YOUR GOAL ->
Restate all the entries exactly as they appear, apart from the pictures.
(RECORDS FOR THE EXERCISE begins)
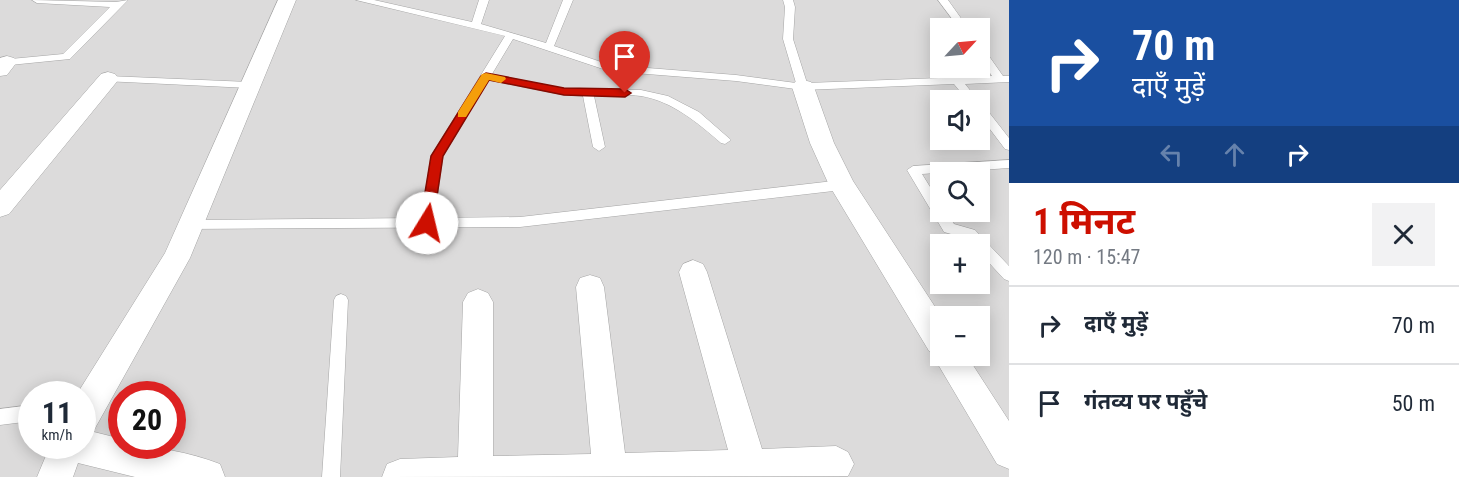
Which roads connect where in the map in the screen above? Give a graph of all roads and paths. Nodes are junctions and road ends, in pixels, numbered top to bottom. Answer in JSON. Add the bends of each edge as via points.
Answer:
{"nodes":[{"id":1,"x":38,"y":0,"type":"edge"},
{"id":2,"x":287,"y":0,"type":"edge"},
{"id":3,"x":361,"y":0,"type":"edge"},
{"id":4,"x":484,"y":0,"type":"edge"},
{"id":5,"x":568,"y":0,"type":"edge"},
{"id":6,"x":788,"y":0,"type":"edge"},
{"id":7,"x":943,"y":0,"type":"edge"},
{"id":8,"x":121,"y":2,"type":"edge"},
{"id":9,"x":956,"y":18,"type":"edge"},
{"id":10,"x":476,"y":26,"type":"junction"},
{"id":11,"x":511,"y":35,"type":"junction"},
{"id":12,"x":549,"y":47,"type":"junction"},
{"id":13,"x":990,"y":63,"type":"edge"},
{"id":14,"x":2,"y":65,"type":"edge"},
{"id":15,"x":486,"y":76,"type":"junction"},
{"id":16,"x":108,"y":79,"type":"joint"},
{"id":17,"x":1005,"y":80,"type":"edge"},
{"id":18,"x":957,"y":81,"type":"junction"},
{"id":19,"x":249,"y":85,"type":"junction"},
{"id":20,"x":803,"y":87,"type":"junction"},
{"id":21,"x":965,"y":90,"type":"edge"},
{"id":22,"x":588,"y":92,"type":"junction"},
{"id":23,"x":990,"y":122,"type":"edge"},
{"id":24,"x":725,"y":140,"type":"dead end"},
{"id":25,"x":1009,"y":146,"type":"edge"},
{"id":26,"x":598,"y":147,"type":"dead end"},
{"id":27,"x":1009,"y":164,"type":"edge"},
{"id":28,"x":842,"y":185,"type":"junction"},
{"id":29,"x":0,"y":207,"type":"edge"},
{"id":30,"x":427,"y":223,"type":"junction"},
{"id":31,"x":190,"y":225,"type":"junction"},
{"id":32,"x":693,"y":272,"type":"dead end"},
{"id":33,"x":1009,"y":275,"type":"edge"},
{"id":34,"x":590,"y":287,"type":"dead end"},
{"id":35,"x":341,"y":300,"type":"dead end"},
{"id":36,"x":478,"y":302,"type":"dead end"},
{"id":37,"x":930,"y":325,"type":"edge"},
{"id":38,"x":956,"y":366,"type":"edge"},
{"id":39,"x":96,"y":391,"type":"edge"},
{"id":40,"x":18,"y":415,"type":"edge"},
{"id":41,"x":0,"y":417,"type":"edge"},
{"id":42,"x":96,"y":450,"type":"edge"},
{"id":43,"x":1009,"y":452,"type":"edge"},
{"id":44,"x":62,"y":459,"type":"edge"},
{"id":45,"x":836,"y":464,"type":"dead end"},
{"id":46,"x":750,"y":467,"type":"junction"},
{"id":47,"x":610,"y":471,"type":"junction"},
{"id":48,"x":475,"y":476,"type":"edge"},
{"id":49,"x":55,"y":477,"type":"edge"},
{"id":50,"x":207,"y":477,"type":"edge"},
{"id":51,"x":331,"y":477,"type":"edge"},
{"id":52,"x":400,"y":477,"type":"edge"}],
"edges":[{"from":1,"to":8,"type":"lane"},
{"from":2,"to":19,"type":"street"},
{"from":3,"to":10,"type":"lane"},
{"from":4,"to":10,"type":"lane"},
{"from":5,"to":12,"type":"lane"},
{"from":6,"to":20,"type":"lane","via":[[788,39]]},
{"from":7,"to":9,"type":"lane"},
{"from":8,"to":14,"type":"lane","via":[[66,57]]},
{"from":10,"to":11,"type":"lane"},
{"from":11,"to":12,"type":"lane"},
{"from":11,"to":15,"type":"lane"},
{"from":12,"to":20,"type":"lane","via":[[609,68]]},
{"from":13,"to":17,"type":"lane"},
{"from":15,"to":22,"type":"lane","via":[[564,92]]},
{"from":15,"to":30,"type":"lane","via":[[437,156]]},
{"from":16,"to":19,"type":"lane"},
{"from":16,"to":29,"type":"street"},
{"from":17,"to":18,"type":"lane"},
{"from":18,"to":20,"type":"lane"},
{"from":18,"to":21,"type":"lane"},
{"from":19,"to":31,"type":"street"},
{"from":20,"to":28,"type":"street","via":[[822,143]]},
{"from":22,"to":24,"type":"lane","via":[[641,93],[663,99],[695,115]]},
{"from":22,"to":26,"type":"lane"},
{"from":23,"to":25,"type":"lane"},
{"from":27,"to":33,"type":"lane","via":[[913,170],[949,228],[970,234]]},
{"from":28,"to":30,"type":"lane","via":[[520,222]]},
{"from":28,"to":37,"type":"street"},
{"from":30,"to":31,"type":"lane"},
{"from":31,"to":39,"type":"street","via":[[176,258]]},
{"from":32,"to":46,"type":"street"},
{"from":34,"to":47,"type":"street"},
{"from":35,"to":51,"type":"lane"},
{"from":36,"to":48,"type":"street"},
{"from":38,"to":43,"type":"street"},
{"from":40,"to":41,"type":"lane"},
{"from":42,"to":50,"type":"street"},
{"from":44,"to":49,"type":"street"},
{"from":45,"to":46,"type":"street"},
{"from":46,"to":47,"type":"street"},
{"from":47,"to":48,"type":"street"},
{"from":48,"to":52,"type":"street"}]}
(RECORDS FOR THE EXERCISE ends)
TASK RESULT ->
Which roads connect where in the map in the screen above? Give a graph of all roads and paths. Nodes are junctions and road ends, in pixels, numbered top to bottom. Answer in JSON. Add the bends of each edge as via points.
Answer:
{"nodes":[{"id":1,"x":38,"y":0,"type":"edge"},
{"id":2,"x":287,"y":0,"type":"edge"},
{"id":3,"x":361,"y":0,"type":"edge"},
{"id":4,"x":484,"y":0,"type":"edge"},
{"id":5,"x":568,"y":0,"type":"edge"},
{"id":6,"x":788,"y":0,"type":"edge"},
{"id":7,"x":943,"y":0,"type":"edge"},
{"id":8,"x":121,"y":2,"type":"edge"},
{"id":9,"x":956,"y":18,"type":"edge"},
{"id":10,"x":476,"y":26,"type":"junction"},
{"id":11,"x":511,"y":35,"type":"junction"},
{"id":12,"x":549,"y":47,"type":"junction"},
{"id":13,"x":990,"y":63,"type":"edge"},
{"id":14,"x":2,"y":65,"type":"edge"},
{"id":15,"x":486,"y":76,"type":"junction"},
{"id":16,"x":108,"y":79,"type":"joint"},
{"id":17,"x":1005,"y":80,"type":"edge"},
{"id":18,"x":957,"y":81,"type":"junction"},
{"id":19,"x":249,"y":85,"type":"junction"},
{"id":20,"x":803,"y":87,"type":"junction"},
{"id":21,"x":965,"y":90,"type":"edge"},
{"id":22,"x":588,"y":92,"type":"junction"},
{"id":23,"x":990,"y":122,"type":"edge"},
{"id":24,"x":725,"y":140,"type":"dead end"},
{"id":25,"x":1009,"y":146,"type":"edge"},
{"id":26,"x":598,"y":147,"type":"dead end"},
{"id":27,"x":1009,"y":164,"type":"edge"},
{"id":28,"x":842,"y":185,"type":"junction"},
{"id":29,"x":0,"y":207,"type":"edge"},
{"id":30,"x":427,"y":223,"type":"junction"},
{"id":31,"x":190,"y":225,"type":"junction"},
{"id":32,"x":693,"y":272,"type":"dead end"},
{"id":33,"x":1009,"y":275,"type":"edge"},
{"id":34,"x":590,"y":287,"type":"dead end"},
{"id":35,"x":341,"y":300,"type":"dead end"},
{"id":36,"x":478,"y":302,"type":"dead end"},
{"id":37,"x":930,"y":325,"type":"edge"},
{"id":38,"x":956,"y":366,"type":"edge"},
{"id":39,"x":96,"y":391,"type":"edge"},
{"id":40,"x":18,"y":415,"type":"edge"},
{"id":41,"x":0,"y":417,"type":"edge"},
{"id":42,"x":96,"y":450,"type":"edge"},
{"id":43,"x":1009,"y":452,"type":"edge"},
{"id":44,"x":62,"y":459,"type":"edge"},
{"id":45,"x":836,"y":464,"type":"dead end"},
{"id":46,"x":750,"y":467,"type":"junction"},
{"id":47,"x":610,"y":471,"type":"junction"},
{"id":48,"x":475,"y":476,"type":"edge"},
{"id":49,"x":55,"y":477,"type":"edge"},
{"id":50,"x":207,"y":477,"type":"edge"},
{"id":51,"x":331,"y":477,"type":"edge"},
{"id":52,"x":400,"y":477,"type":"edge"}],
"edges":[{"from":1,"to":8,"type":"lane"},
{"from":2,"to":19,"type":"street"},
{"from":3,"to":10,"type":"lane"},
{"from":4,"to":10,"type":"lane"},
{"from":5,"to":12,"type":"lane"},
{"from":6,"to":20,"type":"lane","via":[[788,39]]},
{"from":7,"to":9,"type":"lane"},
{"from":8,"to":14,"type":"lane","via":[[66,57]]},
{"from":10,"to":11,"type":"lane"},
{"from":11,"to":12,"type":"lane"},
{"from":11,"to":15,"type":"lane"},
{"from":12,"to":20,"type":"lane","via":[[609,68]]},
{"from":13,"to":17,"type":"lane"},
{"from":15,"to":22,"type":"lane","via":[[564,92]]},
{"from":15,"to":30,"type":"lane","via":[[437,156]]},
{"from":16,"to":19,"type":"lane"},
{"from":16,"to":29,"type":"street"},
{"from":17,"to":18,"type":"lane"},
{"from":18,"to":20,"type":"lane"},
{"from":18,"to":21,"type":"lane"},
{"from":19,"to":31,"type":"street"},
{"from":20,"to":28,"type":"street","via":[[822,143]]},
{"from":22,"to":24,"type":"lane","via":[[641,93],[663,99],[695,115]]},
{"from":22,"to":26,"type":"lane"},
{"from":23,"to":25,"type":"lane"},
{"from":27,"to":33,"type":"lane","via":[[913,170],[949,228],[970,234]]},
{"from":28,"to":30,"type":"lane","via":[[520,222]]},
{"from":28,"to":37,"type":"street"},
{"from":30,"to":31,"type":"lane"},
{"from":31,"to":39,"type":"street","via":[[176,258]]},
{"from":32,"to":46,"type":"street"},
{"from":34,"to":47,"type":"street"},
{"from":35,"to":51,"type":"lane"},
{"from":36,"to":48,"type":"street"},
{"from":38,"to":43,"type":"street"},
{"from":40,"to":41,"type":"lane"},
{"from":42,"to":50,"type":"street"},
{"from":44,"to":49,"type":"street"},
{"from":45,"to":46,"type":"street"},
{"from":46,"to":47,"type":"street"},
{"from":47,"to":48,"type":"street"},
{"from":48,"to":52,"type":"street"}]}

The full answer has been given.